Włoska klinika odmówiła leczenia
Dramat rodziny Zahorskich opisywaliśmy w Nowinach, apelując o pomoc w zebraniu 50 tysięcy złotych, potrzebnych na transport lotniczy z Neapolu do Rzeszowa.
W sierpniu krośnianin miał we Włoszech wypadek - pijany kierowca wjechał w niego motocyklem i uciekł. 32-letni Sebastian z ciężkim urazem mózgu i w śpiączce trafił do szpitala. Przytomność odzyskał po 2 miesiącach. W styczniu włoska klinika odmówiła dalszego bezpłatnego leczenia.
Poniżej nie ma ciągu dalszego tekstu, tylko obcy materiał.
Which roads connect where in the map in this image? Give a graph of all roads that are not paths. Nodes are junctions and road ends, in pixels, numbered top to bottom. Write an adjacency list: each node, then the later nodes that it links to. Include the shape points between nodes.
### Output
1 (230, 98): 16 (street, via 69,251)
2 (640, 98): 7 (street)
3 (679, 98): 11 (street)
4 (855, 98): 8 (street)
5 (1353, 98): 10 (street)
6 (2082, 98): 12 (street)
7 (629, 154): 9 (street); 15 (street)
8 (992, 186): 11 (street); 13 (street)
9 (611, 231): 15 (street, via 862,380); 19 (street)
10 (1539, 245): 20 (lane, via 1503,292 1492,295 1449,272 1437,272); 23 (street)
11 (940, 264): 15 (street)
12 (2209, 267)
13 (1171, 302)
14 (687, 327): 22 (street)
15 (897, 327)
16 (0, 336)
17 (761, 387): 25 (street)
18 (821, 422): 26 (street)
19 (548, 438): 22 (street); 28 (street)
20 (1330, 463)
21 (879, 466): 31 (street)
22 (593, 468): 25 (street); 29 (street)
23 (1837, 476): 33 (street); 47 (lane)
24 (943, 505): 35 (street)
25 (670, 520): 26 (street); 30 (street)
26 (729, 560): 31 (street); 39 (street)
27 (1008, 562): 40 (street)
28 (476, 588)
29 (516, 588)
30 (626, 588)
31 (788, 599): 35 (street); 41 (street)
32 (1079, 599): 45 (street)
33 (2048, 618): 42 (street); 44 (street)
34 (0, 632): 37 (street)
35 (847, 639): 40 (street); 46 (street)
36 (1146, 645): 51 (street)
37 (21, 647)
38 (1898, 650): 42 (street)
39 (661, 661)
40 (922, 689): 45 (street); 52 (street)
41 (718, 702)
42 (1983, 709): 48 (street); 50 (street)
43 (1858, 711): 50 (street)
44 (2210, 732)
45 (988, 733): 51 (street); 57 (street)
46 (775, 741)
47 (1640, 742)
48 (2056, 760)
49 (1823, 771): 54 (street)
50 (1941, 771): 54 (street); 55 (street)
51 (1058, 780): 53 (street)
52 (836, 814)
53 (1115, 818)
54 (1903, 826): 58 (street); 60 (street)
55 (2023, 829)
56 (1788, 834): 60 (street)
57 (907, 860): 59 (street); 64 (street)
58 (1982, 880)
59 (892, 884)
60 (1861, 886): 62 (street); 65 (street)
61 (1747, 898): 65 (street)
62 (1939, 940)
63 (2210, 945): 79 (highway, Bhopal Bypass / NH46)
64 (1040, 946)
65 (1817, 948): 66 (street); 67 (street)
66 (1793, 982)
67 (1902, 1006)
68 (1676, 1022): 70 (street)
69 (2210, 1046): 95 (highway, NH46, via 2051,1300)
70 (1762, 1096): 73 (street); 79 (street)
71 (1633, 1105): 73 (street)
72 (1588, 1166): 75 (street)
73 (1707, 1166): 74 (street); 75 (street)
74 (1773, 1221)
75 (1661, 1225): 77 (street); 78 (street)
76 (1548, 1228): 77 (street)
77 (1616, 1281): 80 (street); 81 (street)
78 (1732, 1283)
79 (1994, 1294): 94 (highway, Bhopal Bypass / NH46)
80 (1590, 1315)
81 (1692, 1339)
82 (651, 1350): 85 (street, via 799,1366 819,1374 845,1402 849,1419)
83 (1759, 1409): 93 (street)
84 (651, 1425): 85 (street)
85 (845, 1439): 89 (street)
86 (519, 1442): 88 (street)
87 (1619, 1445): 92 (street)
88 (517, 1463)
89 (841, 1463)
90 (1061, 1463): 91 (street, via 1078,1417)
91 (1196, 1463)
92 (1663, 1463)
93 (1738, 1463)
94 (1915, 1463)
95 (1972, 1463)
Rodzice musieli w ciągu kilkunastu dni zebrać 50 tysięcy złotych, żeby przewieźć syna do szpitala w Krośnie.
Na specjalne konto dla Sebastiana Zahorskiego, które założył krośnieński PCK, wpłynęło w ciągu trzech tygodni 12 tysięcy złotych.
- Odzew przekroczył nasze oczekiwania - przyznaje Marian Wszołek, kierownik rejonu PCK w Krośnie. - Dziękuję także Nowinom, że pomogły dotrzeć do ofiarodawców z apelem o pomoc.
Będziemy blisko syna
- Mamy już te pieniądze, prawie całą kwotę - cieszy Maria Zahorska. - Tyle ludzkich serc poruszyła nasza sytuacja, że aż trudno uwierzyć.
W piątek samolot z Sebastianem wyląduje na lotnisku w Rzeszowie. Stąd karetką lub helikopterem zostanie przetransportowany do szpitala w Krośnie. Tu lekarze zadecydują, co dalej.
- Stan syna jest ciężki. Czeka go długotrwałe leczenie i rehabilitacja. Najważniejsze, że będziemy blisko niego. To mu pomoże w powrocie do zdrowia. Wierzę w to mocno - dodaje matka Sebastiana.